Tally the lines of the data below that contain the string "edge". Give the tally and nothing else.

DATASET RECORDS
# # # # # # #

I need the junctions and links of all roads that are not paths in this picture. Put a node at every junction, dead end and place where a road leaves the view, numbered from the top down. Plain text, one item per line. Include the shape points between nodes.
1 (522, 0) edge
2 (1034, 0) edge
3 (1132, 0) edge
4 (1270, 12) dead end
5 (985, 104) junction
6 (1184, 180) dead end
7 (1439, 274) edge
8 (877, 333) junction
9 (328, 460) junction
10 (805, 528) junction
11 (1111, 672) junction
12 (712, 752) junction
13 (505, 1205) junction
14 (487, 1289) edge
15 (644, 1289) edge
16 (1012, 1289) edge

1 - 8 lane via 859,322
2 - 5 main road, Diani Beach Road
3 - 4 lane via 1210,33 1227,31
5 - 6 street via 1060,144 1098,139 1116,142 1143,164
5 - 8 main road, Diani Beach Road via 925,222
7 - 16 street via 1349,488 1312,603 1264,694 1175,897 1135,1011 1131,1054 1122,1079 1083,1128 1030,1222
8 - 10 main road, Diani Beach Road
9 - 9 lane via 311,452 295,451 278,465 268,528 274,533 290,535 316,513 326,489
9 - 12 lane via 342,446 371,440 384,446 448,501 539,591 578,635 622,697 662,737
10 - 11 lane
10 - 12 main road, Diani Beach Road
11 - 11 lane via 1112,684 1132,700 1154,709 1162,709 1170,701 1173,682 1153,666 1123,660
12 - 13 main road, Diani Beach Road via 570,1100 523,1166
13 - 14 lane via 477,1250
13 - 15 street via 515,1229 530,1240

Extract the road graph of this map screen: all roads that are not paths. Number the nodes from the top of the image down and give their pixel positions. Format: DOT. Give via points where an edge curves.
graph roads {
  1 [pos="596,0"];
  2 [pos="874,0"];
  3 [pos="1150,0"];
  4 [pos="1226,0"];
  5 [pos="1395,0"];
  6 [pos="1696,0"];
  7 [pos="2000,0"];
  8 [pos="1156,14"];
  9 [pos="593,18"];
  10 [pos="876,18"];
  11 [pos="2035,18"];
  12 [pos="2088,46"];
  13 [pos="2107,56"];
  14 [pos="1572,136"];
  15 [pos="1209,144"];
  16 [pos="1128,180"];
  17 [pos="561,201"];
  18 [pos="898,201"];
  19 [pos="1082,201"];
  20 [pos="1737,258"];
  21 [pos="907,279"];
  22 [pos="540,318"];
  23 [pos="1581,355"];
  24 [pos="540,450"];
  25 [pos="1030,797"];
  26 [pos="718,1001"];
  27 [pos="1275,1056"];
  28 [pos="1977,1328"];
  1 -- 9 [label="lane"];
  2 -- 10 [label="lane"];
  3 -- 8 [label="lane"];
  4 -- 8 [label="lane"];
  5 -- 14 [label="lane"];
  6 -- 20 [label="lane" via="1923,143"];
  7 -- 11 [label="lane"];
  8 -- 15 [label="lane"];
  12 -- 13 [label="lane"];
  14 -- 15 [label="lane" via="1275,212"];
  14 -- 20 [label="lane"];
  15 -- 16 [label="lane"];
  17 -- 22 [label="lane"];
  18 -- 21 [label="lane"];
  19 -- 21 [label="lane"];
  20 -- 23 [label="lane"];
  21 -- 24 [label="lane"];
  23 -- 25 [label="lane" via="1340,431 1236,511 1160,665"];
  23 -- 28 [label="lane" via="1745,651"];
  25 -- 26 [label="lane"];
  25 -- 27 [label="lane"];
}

# # # # # # #

TASK RESPONSE
8